◆ Required work
Please retype all of the records below word for word, leaving out any pictures.

◇ ◇ ◇

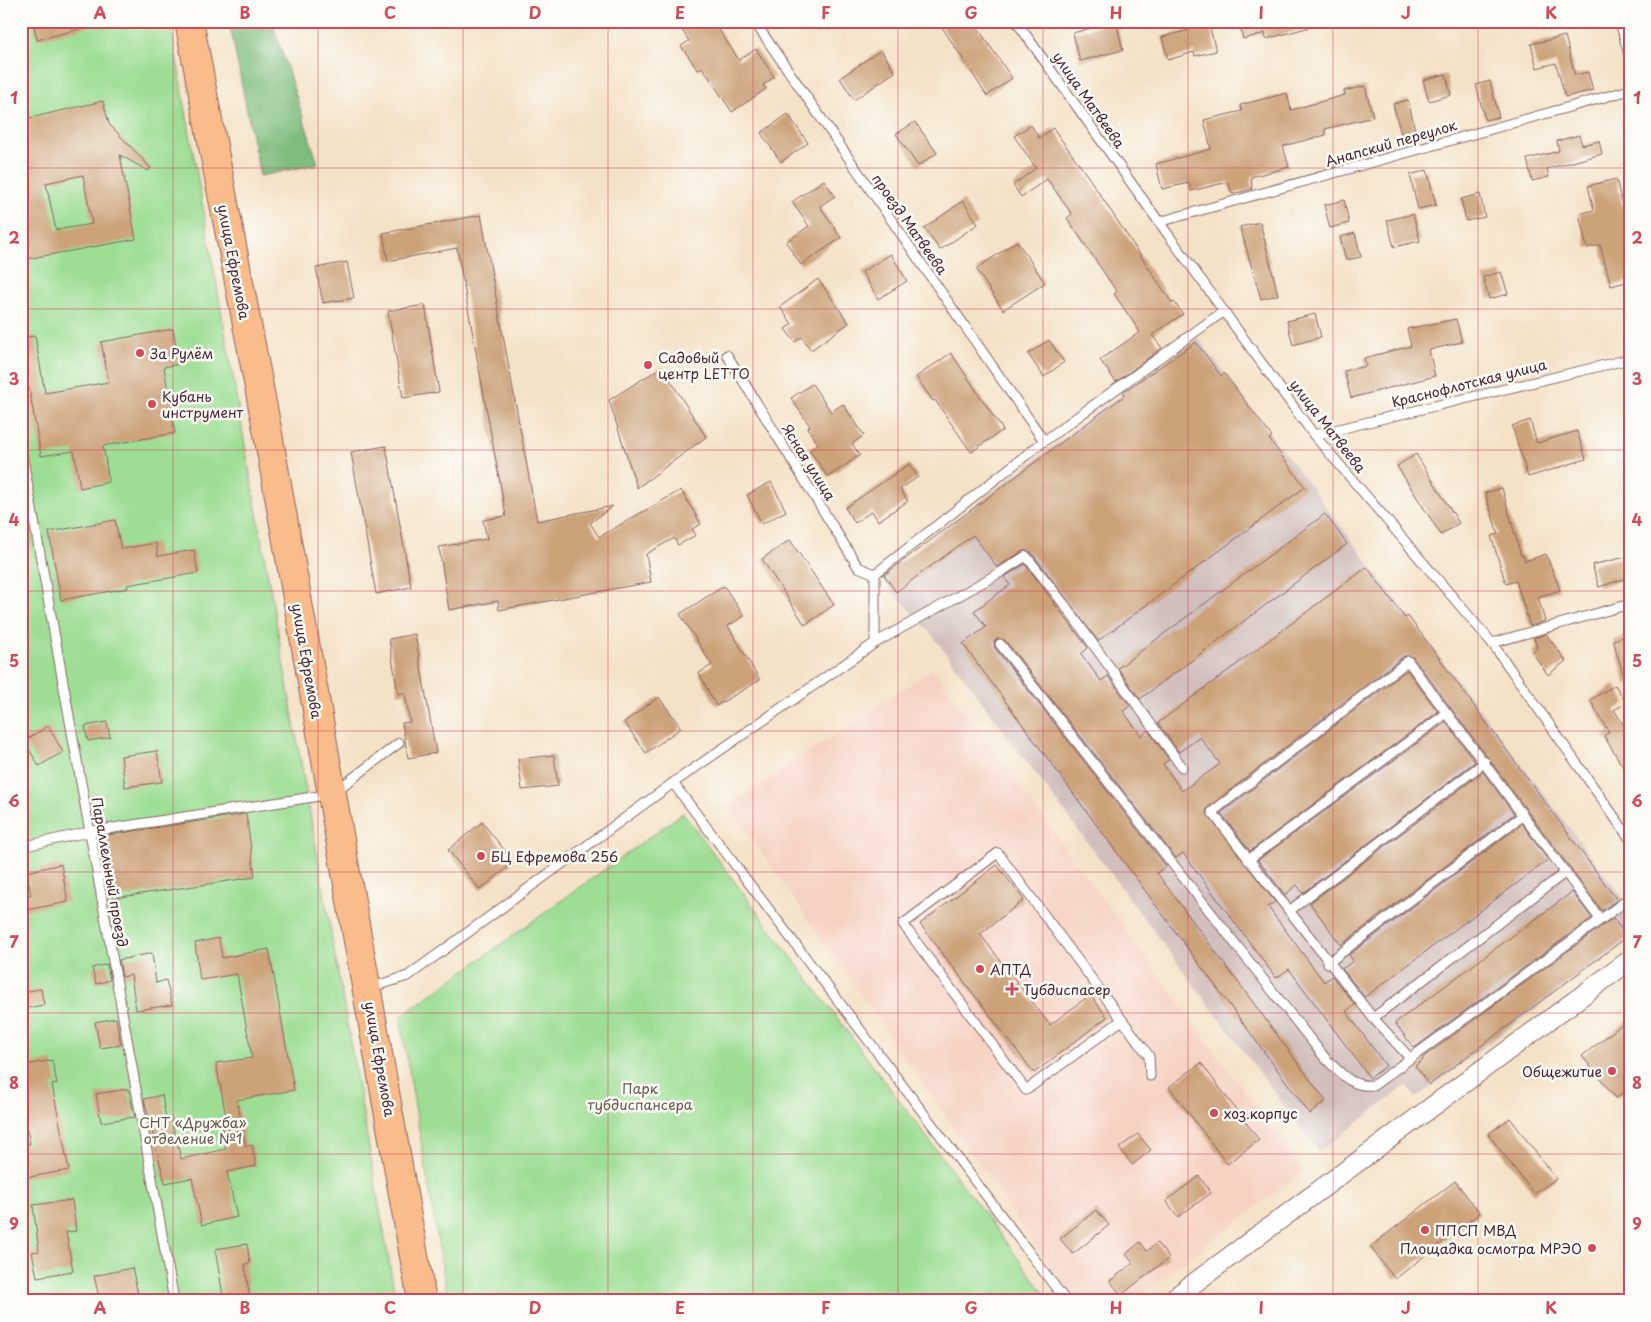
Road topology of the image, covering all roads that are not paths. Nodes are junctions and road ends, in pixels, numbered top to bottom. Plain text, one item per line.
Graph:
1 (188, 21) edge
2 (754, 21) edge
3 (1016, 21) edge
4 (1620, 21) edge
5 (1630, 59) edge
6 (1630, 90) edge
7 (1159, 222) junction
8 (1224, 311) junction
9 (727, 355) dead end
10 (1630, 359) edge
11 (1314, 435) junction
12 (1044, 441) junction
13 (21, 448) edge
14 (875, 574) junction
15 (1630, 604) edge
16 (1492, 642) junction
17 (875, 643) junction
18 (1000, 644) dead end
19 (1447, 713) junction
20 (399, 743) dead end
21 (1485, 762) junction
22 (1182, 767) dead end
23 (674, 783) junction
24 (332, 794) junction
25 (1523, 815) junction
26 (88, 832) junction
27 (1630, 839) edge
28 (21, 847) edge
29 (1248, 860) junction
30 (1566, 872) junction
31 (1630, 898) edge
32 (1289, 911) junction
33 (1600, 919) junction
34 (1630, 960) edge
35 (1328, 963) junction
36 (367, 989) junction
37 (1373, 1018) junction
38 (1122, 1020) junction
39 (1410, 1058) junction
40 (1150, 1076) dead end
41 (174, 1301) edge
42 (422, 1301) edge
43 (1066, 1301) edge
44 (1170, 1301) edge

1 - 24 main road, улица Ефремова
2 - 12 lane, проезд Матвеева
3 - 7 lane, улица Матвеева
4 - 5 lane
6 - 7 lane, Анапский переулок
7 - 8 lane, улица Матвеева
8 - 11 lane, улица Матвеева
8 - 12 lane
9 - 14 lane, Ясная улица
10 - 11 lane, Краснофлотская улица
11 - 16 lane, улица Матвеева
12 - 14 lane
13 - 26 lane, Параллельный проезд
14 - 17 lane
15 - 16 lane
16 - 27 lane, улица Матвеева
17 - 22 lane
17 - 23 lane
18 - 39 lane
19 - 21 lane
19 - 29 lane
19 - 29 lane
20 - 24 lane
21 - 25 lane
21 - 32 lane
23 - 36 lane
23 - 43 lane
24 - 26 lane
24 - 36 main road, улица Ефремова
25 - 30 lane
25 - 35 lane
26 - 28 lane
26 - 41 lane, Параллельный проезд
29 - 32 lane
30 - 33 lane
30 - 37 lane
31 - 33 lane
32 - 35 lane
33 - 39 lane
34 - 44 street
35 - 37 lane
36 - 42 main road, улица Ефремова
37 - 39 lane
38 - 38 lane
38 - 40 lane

◇ ◇ ◇

◆ Answer to this problem
Road topology of the image, covering all roads that are not paths. Nodes are junctions and road ends, in pixels, numbered top to bottom. Plain text, one item per line.
Graph:
1 (188, 21) edge
2 (754, 21) edge
3 (1016, 21) edge
4 (1620, 21) edge
5 (1630, 59) edge
6 (1630, 90) edge
7 (1159, 222) junction
8 (1224, 311) junction
9 (727, 355) dead end
10 (1630, 359) edge
11 (1314, 435) junction
12 (1044, 441) junction
13 (21, 448) edge
14 (875, 574) junction
15 (1630, 604) edge
16 (1492, 642) junction
17 (875, 643) junction
18 (1000, 644) dead end
19 (1447, 713) junction
20 (399, 743) dead end
21 (1485, 762) junction
22 (1182, 767) dead end
23 (674, 783) junction
24 (332, 794) junction
25 (1523, 815) junction
26 (88, 832) junction
27 (1630, 839) edge
28 (21, 847) edge
29 (1248, 860) junction
30 (1566, 872) junction
31 (1630, 898) edge
32 (1289, 911) junction
33 (1600, 919) junction
34 (1630, 960) edge
35 (1328, 963) junction
36 (367, 989) junction
37 (1373, 1018) junction
38 (1122, 1020) junction
39 (1410, 1058) junction
40 (1150, 1076) dead end
41 (174, 1301) edge
42 (422, 1301) edge
43 (1066, 1301) edge
44 (1170, 1301) edge

1 - 24 main road, улица Ефремова
2 - 12 lane, проезд Матвеева
3 - 7 lane, улица Матвеева
4 - 5 lane
6 - 7 lane, Анапский переулок
7 - 8 lane, улица Матвеева
8 - 11 lane, улица Матвеева
8 - 12 lane
9 - 14 lane, Ясная улица
10 - 11 lane, Краснофлотская улица
11 - 16 lane, улица Матвеева
12 - 14 lane
13 - 26 lane, Параллельный проезд
14 - 17 lane
15 - 16 lane
16 - 27 lane, улица Матвеева
17 - 22 lane
17 - 23 lane
18 - 39 lane
19 - 21 lane
19 - 29 lane
19 - 29 lane
20 - 24 lane
21 - 25 lane
21 - 32 lane
23 - 36 lane
23 - 43 lane
24 - 26 lane
24 - 36 main road, улица Ефремова
25 - 30 lane
25 - 35 lane
26 - 28 lane
26 - 41 lane, Параллельный проезд
29 - 32 lane
30 - 33 lane
30 - 37 lane
31 - 33 lane
32 - 35 lane
33 - 39 lane
34 - 44 street
35 - 37 lane
36 - 42 main road, улица Ефремова
37 - 39 lane
38 - 38 lane
38 - 40 lane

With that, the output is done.